Yours till someone counts all the flivvers,
Barney.
P.S. Tomorrow night, Skinny wants me to go to the Opera with him. I’m not goin—cause I always sleep better at home. I’d rather here a soubrette dolled up in a costume that would barely pass the bord of sensers sing a song like “Mother don’t bother with the rolls, father’s coming with a bun.”
[Illustration: Skinny got one lamp at her, and immediately forgot what he joined the army for]
Dere Julie:
These cockney birds sure chirp some language. Believe you me, a guy had orto carry an interpreter around with him. Me and Skinny went out to a swell English camp today to take a peep at English trainin methods; outside we sees a tipical Tommy Atkins settin down fixin sumpin wrong with his kicks; as we heaved along side of him, he yells out to us, “I say, ol’ top, have ye any lices?” Skinny, thinkin he ment did we have seam squirrels commenced to bawl him out in jig time, telling him there was no such things in the good ol’ U.S.A. when he came back with, “Oh, I say ol’ top, I didn’t mean the lousy lices, I meant shoe lices.” What they say over here about these cooties wouldn’t look well in print, and makes me think they are harder to get rid of than a flivver.
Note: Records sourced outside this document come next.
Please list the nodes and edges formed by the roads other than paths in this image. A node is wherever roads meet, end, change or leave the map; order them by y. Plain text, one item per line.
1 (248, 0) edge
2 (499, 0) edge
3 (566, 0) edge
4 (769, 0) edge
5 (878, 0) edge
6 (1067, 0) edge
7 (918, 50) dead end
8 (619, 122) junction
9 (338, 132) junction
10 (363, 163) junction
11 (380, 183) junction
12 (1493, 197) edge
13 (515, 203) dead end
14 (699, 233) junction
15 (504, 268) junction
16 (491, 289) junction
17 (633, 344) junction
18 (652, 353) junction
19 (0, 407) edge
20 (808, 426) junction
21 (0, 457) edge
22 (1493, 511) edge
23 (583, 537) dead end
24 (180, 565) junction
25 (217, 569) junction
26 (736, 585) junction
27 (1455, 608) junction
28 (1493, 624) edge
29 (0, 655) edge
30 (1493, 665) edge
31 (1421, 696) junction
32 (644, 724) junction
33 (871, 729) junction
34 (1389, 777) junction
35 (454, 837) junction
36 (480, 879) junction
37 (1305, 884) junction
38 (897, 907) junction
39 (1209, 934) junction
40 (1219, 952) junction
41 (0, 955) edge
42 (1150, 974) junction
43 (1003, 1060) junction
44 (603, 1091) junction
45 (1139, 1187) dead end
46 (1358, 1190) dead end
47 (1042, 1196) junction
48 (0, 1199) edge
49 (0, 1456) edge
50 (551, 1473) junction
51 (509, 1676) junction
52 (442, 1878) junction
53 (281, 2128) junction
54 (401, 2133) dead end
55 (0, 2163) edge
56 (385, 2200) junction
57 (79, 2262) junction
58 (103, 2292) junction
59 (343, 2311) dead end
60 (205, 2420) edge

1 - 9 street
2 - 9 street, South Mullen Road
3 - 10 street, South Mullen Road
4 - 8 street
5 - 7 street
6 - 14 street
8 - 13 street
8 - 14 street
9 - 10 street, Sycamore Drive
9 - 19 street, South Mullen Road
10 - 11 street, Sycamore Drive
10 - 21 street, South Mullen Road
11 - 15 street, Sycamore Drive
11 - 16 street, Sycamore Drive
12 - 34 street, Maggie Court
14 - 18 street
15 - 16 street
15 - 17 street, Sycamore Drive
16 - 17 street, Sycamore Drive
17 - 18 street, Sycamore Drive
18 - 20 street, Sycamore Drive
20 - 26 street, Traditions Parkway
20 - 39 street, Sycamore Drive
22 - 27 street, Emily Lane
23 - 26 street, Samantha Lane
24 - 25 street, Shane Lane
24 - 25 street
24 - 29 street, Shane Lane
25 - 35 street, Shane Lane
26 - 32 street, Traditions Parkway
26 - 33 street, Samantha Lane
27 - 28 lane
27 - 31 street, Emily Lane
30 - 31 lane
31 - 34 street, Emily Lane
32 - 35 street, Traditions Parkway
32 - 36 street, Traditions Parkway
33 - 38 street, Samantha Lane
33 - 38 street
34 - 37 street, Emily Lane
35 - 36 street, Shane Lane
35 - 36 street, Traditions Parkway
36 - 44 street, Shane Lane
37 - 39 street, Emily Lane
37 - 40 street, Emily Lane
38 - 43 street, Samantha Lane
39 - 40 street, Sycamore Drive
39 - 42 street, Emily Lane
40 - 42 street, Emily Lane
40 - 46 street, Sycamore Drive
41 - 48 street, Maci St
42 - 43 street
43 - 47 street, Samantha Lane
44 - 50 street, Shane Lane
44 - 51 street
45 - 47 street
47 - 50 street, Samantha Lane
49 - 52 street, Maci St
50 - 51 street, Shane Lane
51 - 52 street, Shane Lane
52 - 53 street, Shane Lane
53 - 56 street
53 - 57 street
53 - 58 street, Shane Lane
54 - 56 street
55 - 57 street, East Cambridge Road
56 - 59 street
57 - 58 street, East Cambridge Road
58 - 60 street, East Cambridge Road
If there’s one thing in life that Skinny loves its sumpin good to eat. Honestly, Julie, I believe he thinks of eating when he’s asleep. We goes into a feedin place yesterday in White Chapel to satisfy what the poets call, an inner longing. I was so hungry my stomak tho’t my throat was cut, Skinny slips the female “biscuit shooter” a tip and sez, “Now suggest a good dinner for me;” and she whispered in his listener “Go to some other restaurant.” Serves Skinny right about losing the tip for he’s such a tight wad that when the company sings “Old Hundred” at chapel Skinny sings the “Ninety and Nine” just to save a cent. Honest Julie, I don’t believe he would give two bits to see the statue of Liberty do the hoo-chama-cooch. Speaking of the hoochy-koochy reminds me that we saw the Ol’ Curiosity shop that Charlie Dickens wrote about, and desiring to become acquainted with how much Skinny knowed about books, plays, and etcetery, I asked him did he ever see Oliver Twist? He says “no but I’ve seen Fatima wiggle.” He would miss a point if he sat down on a tack, and it would take a vaccum cleaner to sweep the cob-webs from his noodle; someday I’m gonna hang a peece of crape on his nose, for I think his brain is dead.